Like the rejected wife of “Paper Losses,” this divorcée recalls the rude abruptness with which her husband left her, with no warning: “He had said, ‘You can raise Nickie by yourself. You’ll be good at it.” Aloneness is the middle-aged divorcée’s most obsessive concern, a kind of compulsive mantra:

If you were alone when you were born, alone when you were dying, really absolutely alone when you were dead, why “learn to be alone” in between? If you had forgotten, it would quickly come back to you. Aloneness was like riding a bike. At gunpoint. With the gun in your own hand.

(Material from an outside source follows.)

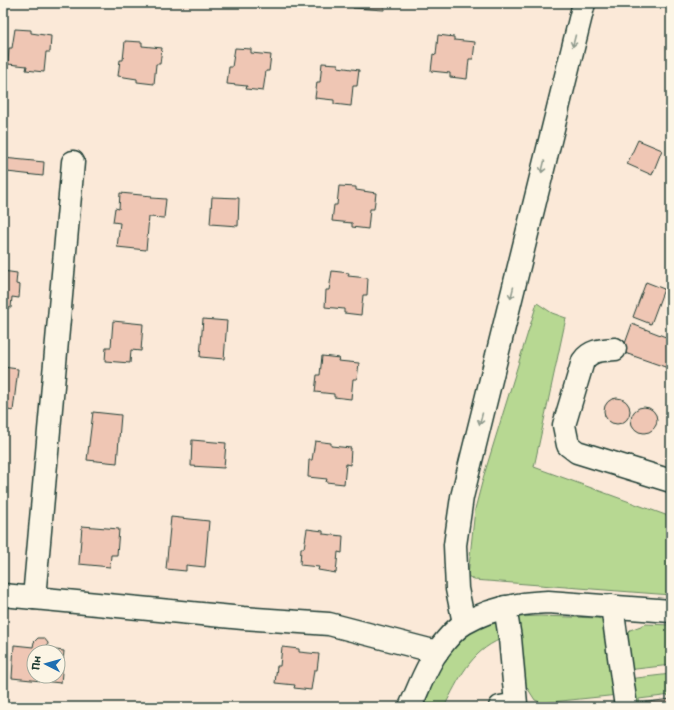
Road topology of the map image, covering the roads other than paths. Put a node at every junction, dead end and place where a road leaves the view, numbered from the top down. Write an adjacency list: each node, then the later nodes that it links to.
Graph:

A story about grim events, “Thank You for Having Me” manages not to be a grim story, ending with an antic dance between a middle-aged man whose ex-wife has just married another man and the neighbor whose husband left her to raise their daughter alone. It’s a dance of pure pointless joy, a dance to celebrate a wedding, a dance to celebrate the sheer fact of being alive, for now:

I needed my breath for dancing, so I tried not to laugh. I fixed my face into a grin instead, and, ah, for a second the sun came out to light up the side of the red and spinning barn.

At such illuminated moments even the consolation of the most eloquent irony can be set aside.